Пока всё это было главным образом правилами и теорией. Господин Ансельм хвалил Марселя и приговаривал — читай, учись, а до остального дойдём, когда подрастёшь.
И конечно же, сильнее всего Марсель хотел скорее подрасти.
* * *
— А вы? Вы тоже хотели вырасти? — теперь уже он перебирал её бледно-золотые волосы, пропускал пряди сквозь пальцы и любовался их слабым сиянием.

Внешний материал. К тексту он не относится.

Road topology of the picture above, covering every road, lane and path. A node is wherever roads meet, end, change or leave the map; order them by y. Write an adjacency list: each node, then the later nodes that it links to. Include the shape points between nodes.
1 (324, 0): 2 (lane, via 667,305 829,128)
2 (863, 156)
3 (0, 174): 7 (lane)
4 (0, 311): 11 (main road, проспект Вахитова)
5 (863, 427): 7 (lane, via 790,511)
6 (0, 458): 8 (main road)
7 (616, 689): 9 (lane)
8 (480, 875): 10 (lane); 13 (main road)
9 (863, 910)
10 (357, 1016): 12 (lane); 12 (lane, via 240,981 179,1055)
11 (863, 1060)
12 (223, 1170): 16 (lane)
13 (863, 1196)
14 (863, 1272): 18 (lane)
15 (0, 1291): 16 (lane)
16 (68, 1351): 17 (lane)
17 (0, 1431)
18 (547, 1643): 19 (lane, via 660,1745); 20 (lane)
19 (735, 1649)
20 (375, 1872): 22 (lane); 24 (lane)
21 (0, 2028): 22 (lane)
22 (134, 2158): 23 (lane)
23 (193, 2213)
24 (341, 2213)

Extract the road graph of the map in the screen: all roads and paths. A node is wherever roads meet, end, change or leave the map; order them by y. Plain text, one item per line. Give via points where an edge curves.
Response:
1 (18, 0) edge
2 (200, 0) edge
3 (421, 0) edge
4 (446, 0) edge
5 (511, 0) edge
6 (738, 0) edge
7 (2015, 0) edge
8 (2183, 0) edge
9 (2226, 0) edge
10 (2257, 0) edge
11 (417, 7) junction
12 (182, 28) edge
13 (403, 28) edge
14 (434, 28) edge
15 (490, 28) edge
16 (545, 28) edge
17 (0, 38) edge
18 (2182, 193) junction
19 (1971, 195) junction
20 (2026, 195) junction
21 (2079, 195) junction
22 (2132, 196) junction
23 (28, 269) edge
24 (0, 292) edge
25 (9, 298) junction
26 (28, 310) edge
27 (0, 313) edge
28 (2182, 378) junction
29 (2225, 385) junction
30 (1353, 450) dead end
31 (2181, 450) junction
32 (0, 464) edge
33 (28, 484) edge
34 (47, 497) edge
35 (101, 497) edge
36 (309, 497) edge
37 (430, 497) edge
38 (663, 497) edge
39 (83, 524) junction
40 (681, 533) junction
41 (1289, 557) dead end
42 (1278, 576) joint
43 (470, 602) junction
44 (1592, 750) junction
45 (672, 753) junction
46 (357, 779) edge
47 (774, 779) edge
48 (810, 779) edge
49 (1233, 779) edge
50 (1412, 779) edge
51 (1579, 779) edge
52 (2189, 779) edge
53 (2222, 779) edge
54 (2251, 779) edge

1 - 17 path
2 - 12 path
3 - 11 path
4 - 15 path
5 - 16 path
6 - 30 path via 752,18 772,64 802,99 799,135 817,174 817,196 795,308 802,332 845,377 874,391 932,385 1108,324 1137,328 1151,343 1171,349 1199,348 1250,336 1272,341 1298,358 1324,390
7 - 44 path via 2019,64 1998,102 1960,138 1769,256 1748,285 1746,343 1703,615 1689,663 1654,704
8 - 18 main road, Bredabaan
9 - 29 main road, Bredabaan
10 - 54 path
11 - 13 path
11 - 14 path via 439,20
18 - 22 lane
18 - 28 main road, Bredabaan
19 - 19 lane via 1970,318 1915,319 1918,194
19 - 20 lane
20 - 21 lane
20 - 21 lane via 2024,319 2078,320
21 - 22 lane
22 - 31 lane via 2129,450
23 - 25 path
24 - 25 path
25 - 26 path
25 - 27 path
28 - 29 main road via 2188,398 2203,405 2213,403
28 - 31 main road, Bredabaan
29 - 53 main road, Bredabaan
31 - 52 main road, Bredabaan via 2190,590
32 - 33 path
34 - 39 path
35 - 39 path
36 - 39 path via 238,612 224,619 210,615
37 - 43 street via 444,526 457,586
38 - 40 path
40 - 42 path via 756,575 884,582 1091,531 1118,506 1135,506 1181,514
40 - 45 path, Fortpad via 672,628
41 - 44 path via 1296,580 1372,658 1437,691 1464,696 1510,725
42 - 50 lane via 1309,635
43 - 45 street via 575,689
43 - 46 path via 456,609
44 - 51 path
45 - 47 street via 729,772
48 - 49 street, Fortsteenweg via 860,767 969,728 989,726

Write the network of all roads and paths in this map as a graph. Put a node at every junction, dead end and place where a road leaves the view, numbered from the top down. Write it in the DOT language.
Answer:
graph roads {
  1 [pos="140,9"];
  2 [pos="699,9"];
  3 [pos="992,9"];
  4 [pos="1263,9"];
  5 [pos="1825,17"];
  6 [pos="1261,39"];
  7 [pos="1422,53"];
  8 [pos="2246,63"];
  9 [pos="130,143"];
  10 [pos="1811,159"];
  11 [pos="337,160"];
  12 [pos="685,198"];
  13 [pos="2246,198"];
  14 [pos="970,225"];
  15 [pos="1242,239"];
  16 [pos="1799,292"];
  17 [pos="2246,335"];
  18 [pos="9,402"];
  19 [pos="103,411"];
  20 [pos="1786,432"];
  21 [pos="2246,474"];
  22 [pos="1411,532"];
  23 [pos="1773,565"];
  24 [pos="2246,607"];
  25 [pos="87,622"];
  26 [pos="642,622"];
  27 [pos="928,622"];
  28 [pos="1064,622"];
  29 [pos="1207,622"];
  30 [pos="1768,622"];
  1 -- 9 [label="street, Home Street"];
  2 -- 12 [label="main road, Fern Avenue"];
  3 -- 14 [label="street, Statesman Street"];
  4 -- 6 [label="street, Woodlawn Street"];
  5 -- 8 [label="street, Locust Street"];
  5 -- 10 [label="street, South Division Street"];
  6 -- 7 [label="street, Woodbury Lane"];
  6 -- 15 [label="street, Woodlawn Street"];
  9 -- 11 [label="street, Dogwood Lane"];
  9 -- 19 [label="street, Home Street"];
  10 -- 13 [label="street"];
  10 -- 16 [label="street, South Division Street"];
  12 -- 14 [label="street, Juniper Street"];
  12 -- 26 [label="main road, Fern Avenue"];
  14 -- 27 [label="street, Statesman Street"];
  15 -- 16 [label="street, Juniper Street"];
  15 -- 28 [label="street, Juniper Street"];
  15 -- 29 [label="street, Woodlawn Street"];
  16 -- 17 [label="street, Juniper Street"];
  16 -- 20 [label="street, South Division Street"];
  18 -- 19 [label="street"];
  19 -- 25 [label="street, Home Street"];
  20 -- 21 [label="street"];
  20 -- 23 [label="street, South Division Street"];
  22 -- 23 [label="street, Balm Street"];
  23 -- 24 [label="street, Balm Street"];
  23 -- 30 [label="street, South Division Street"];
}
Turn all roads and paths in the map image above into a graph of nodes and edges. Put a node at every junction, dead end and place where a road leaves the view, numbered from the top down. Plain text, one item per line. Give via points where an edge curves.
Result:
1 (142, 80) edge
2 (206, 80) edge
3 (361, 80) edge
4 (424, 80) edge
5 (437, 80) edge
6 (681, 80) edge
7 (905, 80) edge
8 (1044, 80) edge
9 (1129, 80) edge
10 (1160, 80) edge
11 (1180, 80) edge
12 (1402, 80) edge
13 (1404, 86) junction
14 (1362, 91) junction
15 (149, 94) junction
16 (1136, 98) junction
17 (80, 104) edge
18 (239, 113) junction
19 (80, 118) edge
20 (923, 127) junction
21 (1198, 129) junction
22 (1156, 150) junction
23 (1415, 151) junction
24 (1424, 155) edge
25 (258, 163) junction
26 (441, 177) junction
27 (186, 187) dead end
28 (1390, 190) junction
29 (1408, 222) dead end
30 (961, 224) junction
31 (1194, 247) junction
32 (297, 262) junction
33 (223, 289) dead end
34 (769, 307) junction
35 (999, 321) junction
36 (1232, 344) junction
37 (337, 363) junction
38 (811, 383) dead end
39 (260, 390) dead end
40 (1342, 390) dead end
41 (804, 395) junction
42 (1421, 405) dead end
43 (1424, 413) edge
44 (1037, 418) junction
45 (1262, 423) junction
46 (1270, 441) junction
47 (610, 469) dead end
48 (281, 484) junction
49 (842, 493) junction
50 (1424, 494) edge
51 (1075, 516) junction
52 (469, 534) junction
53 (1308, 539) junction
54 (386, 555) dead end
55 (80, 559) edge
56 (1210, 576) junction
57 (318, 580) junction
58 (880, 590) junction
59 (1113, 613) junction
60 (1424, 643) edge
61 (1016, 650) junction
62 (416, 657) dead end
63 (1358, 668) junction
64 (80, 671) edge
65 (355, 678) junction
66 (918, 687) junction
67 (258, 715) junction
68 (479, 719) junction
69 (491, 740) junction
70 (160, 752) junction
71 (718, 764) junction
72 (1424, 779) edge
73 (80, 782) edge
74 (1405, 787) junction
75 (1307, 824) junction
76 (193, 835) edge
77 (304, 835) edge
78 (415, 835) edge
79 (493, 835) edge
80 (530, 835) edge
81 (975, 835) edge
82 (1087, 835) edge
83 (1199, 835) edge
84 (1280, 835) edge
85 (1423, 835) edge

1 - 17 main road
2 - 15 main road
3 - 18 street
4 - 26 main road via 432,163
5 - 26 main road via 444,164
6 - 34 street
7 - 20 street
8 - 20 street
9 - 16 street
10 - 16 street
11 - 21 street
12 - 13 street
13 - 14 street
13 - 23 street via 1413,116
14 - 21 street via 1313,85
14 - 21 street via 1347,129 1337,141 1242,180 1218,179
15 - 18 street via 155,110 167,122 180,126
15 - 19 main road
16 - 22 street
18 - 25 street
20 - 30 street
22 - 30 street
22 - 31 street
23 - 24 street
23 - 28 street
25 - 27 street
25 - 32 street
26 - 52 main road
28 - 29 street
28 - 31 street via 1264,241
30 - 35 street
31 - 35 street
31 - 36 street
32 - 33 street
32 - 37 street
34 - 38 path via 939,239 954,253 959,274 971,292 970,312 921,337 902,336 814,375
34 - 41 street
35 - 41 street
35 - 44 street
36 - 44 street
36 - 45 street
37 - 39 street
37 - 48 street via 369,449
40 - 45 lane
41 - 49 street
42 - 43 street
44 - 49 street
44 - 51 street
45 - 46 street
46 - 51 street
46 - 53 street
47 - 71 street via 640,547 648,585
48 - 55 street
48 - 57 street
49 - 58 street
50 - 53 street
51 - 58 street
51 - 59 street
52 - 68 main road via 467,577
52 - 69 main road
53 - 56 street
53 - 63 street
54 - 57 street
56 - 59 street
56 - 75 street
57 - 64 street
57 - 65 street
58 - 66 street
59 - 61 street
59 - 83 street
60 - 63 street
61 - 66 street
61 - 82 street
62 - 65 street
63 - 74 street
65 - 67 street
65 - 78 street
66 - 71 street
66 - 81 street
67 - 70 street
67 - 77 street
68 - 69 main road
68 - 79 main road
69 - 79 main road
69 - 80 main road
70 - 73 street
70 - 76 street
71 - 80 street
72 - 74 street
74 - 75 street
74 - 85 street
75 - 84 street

— Конечно. Меня всё время задирали старшие кузены и кузины — что я мала, слаба, худа, некрасива. А если я отвечала им, используя силу — меня наказывали. А дед смеялся и говорил — надо лучше прятать концы, только и всего. И учил меня — как это следует делать. А я думала — вот вырасту и устрою им всем.
— И как? Устроили?
— Не до того стало, — вздохнула она.
5. Родная кровь
Жизнь снова круто изменилась, когда Марселю сравнялось двенадцать лет. Сырой весной, в конце марта, умерла матушка — подхватила лихорадку, слегла, да и не поднялась уже. Марсель впервые увидел смерть так близко — и впервые ему от неё стало так больно. Когда что-то случалось с людьми, пусть знакомыми, но не родными — его это не трогало. А здесь всё было не так.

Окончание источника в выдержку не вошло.